The ability of NK cells to lyse CLL cells by direct contact or through ADCC is compromised in CLL patients. Different strategies were developed to restore efficient killer NK activities. For example, the recombinant human IL-15 (rhIL-15) was used and showed the restoration of the trans-presentation between CLL cells and NK cells that further promotes the activation and proliferation of the latter cells leading to leukemic B cell depletion and ADCC reaction in the presence of anti-CD20 antibodies such as RTX (Fig. 1). 90-92 Moreover, binding of RTX to NK Fc receptor induces the production of BAFF by NK cells enhancing CLL metabolic activity which impairs the NK direct lysis and the RTX-induced cell lysis by RTX. These observations encourage the use of belimumab, the neutralizing anti-BAFF antibody, in CLL. The metabolism of CLL cells is prevented and the efficacy of NK cells is restored in allogeneic and autologous systems (Fig. 1).93

Finally, the use of DCs to kill malignant cells is also supported by Junevik et al. DCs isolated from patients and expressing a strong functional rate of CD70 were identified and called α-type 1- polarized DC (α DC1s) (Fig. 1).94 These cells produce IL-12p70 causing the activation of effector cells. To achieve the upregulation of CD70 expression on them, DCs are incubated in the presence of PGE2 (prostaglandin E2). This generates functionally activated cells leading to T-cell survival. Further research on pDCs demonstrated a possible increase of their activity using TGF-β and TNF inhibitors. Following this strategy, the tumor mass decreased.57

An adaptive immune system

The deficient activity of effector T cells is partially due to their direct interactions with CLL cells.38 Lenalidomide, a thalidomide analog, was studied based on its anti-neoplastic, anti-angiogenic, pro-erythropoietin and immunomodulatory activities. This drug stimulates T cells through CD28, leads to Th17 expansion and generates the production of pro-inflammatory cytokines, T reg repression and NK ADCC increased the effect (Fig. 1).95 Adaptive therapy was recently elaborated.96 A bispecific (CD3 × CD19) antibody, blinatumomab, has been designed, acting both as a T cell stimulator and a CLL depletion agent. Associated with the recombinant human IL-2, ex vivo peripheral blood mononuclear cells from CLL patients were incubated for 3 weeks with blinatumomab. T cells were mostly effector and central memory cells with the Th1 subset dominating and were efficiently cytotoxic against CLL in the presence of the bispecific Ab (Fig. 1).

T regs

Various therapeutic molecules demonstrated their ability to modulate T reg activity in CLL such as fludarabine, thalidomide and more recently green tea constituents, for patients in the early stage of the disease.42,97,98 Other treatments are currently in development including mAb targeting CD25 or CTLA-4 molecules (Fig. 1).99,100 These antibodies are being tested in clinical trials for hematological or solid tumors. However, if T reg inhibition shows interesting results, this will become an area of intense research. It has been indeed reported in NHL that T reg cells were capable of killing the malignant cells with significant impact on survival.101


A better comprehension of the immune responses and characterization of the impact of B-cell CLL as B regs in these responses are worthy of pursuit in order to establish new efficient treatments.

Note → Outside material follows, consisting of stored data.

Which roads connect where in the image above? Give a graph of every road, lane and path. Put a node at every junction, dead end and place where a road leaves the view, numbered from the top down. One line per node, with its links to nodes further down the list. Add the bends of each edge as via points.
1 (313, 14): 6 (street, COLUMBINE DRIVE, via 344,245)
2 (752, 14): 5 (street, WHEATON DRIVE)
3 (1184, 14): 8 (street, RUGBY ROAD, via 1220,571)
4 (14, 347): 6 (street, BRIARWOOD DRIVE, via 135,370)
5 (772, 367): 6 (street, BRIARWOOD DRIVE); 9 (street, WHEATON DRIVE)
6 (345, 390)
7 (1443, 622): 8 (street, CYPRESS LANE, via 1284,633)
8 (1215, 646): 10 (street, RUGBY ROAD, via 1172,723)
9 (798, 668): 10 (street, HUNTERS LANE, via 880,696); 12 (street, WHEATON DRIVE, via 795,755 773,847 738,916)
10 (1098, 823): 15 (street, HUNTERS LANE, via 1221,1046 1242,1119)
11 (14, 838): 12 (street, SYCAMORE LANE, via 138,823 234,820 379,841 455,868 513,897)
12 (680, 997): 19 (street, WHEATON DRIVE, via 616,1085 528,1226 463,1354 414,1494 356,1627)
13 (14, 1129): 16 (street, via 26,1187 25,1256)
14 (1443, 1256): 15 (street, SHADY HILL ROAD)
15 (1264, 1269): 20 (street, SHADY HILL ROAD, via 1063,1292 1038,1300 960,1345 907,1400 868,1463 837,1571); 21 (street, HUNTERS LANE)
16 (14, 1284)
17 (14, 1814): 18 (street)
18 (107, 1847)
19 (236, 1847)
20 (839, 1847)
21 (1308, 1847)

Disclosure of potential conflict of interest

The authors declare that the research was conducted in the absence of any commercial or financial relationships that could be construed as a potential conflict of interest.


We are grateful to the “Ligue contre le Cancer,” “association Laurette Fugain,” Agence Nationale de la Recherche under the “Investissement d'Avenir” program with the reference ANR-11-LABX-0016-001, and the “Région Bretagne” for their support. Thanks are also due to Geneviève Michel and Simone Forest for their help typing of the paper. The editorial assistance of Dr. Wesley H. Brooks, University of South Florida, USA, is greatly appreciated.